3. McMullan, J. B., Brown, M. J. F. (2006). Brood-cell size does not influence the susceptibility of honey bees (Apis mellifera) to infestation by tracheal mites (Acarapis woodi). Experimental and Applied Acarology 39: 273-280.


----------



## Paul McCarty (Mar 30, 2011)

Feral colonies are most definitely not extinct where I live.


----------



## d.frizzell (Aug 27, 2012)

Up here in Canada they are not extinct either, and it's the same story from the scientists. They say feral untreated colonies with mite cannot survive the winters here, yet in the real world we know that they do. The other thing I have noticed is they tend to focus in on the small cell term which is really only part of the picture of natural beekeeping.


----------



## AmericasBeekeeper (Jan 24, 2010)

Sustainable feral hives is making the assumption that bees do not repopulate dead cavities which they surely do. Tom Seeley has a great book, Honeybee Democracy, documenting scientific studies from many regions. Unless you have tracked nesting cavities continuously visually, you assume.


----------



## Paul McCarty (Mar 30, 2011)

I have noticed lots of things people say that have no bearing in what is actually observed.


----------



## rbees (Jun 25, 2012)

Paul McCarty said:


> Feral colonies are most definitely not extinct where I live.

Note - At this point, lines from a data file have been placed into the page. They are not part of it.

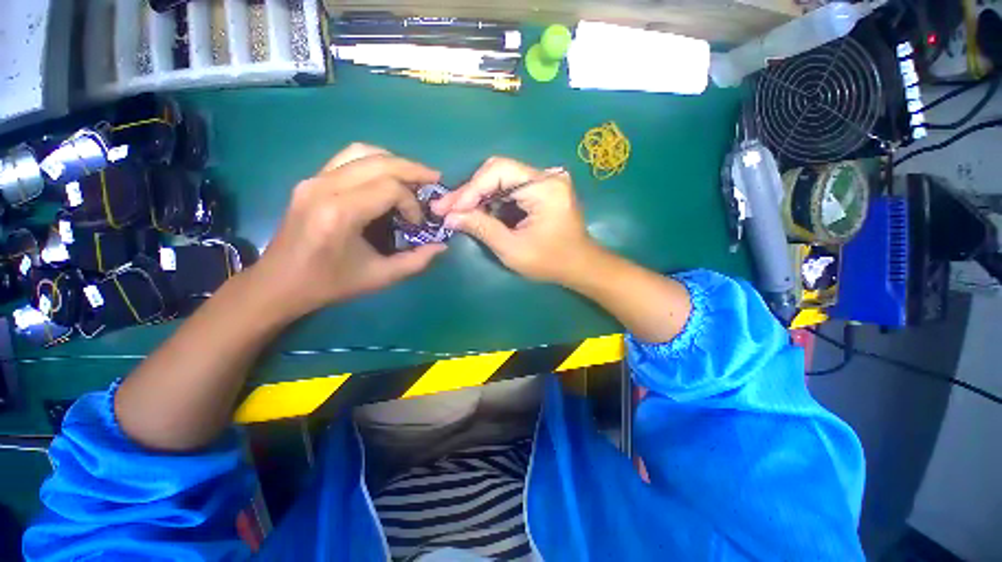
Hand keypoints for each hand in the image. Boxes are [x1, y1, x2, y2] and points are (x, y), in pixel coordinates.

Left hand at [251, 143, 445, 317]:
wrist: (279, 283)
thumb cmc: (330, 284)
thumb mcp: (380, 277)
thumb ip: (416, 261)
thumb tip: (442, 246)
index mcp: (340, 213)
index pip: (389, 188)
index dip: (411, 203)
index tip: (416, 224)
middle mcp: (324, 187)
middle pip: (379, 162)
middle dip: (412, 169)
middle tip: (434, 178)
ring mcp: (314, 179)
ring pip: (362, 152)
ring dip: (394, 160)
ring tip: (414, 175)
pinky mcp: (310, 180)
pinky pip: (347, 158)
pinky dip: (374, 161)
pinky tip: (388, 176)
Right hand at [432, 157, 601, 285]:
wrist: (580, 266)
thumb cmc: (550, 262)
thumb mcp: (512, 249)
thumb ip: (481, 228)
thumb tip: (450, 217)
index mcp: (544, 187)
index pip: (498, 172)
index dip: (470, 189)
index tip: (448, 209)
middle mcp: (546, 176)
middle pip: (498, 171)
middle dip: (470, 191)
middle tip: (446, 209)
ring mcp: (545, 181)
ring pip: (501, 179)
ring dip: (478, 196)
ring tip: (456, 212)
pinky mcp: (542, 190)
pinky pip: (510, 188)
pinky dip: (492, 200)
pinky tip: (477, 212)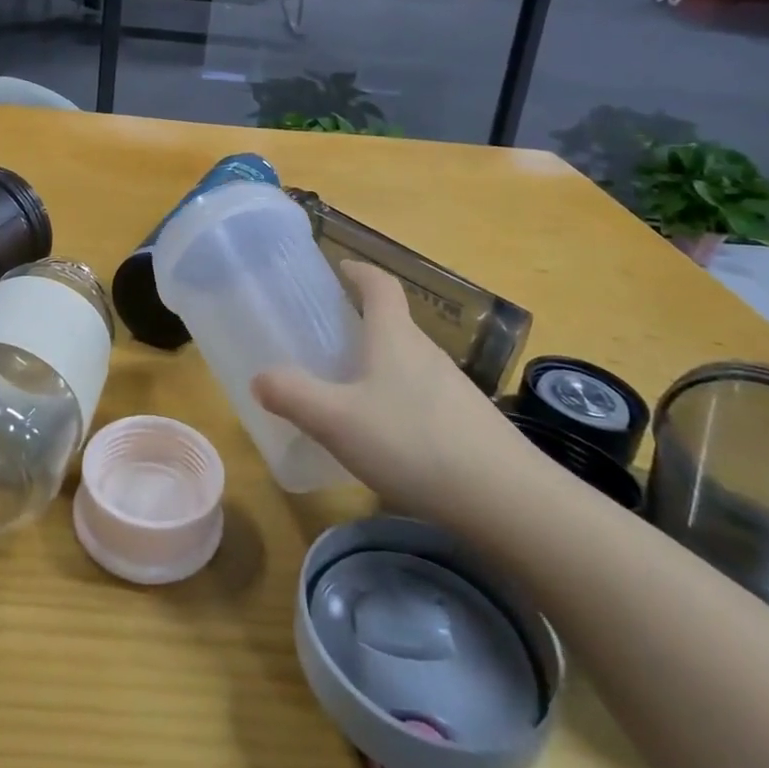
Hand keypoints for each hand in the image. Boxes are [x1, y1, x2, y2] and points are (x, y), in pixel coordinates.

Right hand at [253, 261, 560, 537]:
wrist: (507, 500)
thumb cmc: (413, 442)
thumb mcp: (338, 420)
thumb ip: (294, 395)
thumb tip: (260, 377)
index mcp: (395, 336)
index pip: (380, 285)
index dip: (359, 271)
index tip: (339, 267)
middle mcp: (427, 352)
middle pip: (395, 322)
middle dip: (363, 321)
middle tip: (329, 336)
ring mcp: (454, 389)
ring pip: (410, 362)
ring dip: (382, 363)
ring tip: (352, 389)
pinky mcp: (471, 424)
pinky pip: (426, 397)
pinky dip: (402, 400)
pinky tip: (390, 437)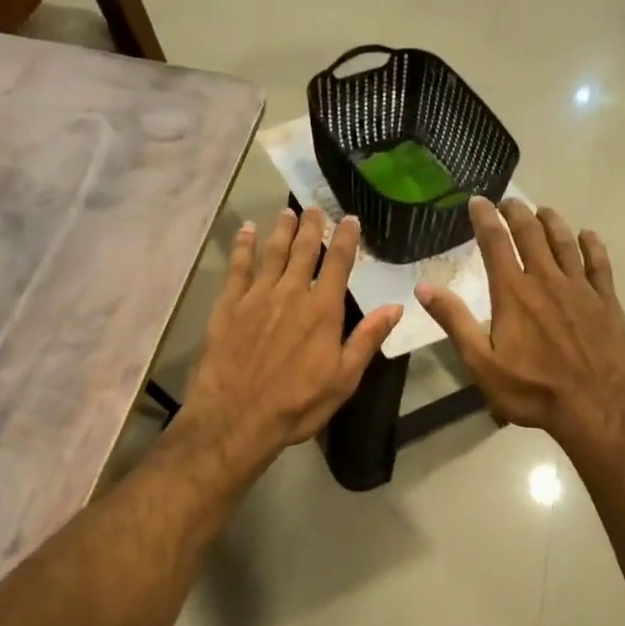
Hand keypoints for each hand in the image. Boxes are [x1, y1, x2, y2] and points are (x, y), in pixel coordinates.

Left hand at [179, 207, 400, 469]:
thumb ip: (368, 338)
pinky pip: (237, 267)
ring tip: (287, 212)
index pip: (339, 264)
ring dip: (281, 230)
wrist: (238, 417)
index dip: (346, 239)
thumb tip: (395, 306)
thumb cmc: (298, 404)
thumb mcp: (345, 378)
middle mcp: (291, 293)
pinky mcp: (228, 305)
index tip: (350, 219)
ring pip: (272, 253)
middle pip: (303, 250)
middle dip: (311, 226)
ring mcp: (256, 296)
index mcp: (323, 310)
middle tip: (315, 208)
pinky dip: (243, 246)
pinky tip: (246, 231)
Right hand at [417, 197, 624, 450]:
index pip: (495, 243)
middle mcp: (546, 279)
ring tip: (543, 211)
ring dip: (551, 222)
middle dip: (518, 213)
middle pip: (531, 234)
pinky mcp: (606, 300)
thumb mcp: (481, 362)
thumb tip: (424, 288)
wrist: (597, 406)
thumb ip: (455, 322)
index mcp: (513, 292)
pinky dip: (592, 245)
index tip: (478, 201)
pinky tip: (587, 236)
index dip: (485, 218)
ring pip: (565, 242)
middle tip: (510, 202)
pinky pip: (599, 263)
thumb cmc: (532, 389)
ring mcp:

I didn't say the ARE extinct, I said that for all practical purposes they became extinct when varroa arrived...which in areas where varroa was prevelent most certainly was the case. DId varroa get ALL...no...almost all...yes.

Ever why the rental fees for the Almonds and other crops went up so much after varroa?


----------



## Solomon Parker (Dec 21, 2002)

Extinct is a pretty concrete word. You can't be partly extinct or somewhat extinct. You are either extinct or you are not extinct. You can be going extinct (requring an eventual extinction) or you can be recovering from near extinction. How is 'extinct for all practical purposes' anything less than NOT EXTINCT? 

The idea that feral bees went extinct or even for any practical purposes is pure conjecture. The facts remain that feral bees are still out there, which means they didn't go extinct, nor would they have for 'all practical purposes' because for all practical purposes, extinct is extinct, and not extinct is not extinct.

Extinct, noun, No longer in existence; having died out.

Feral bees are not, nor were they ever, extinct, nor, as evidenced by their recovery and continued existence, extinct 'for all practical purposes.'


----------



## crofter (May 5, 2011)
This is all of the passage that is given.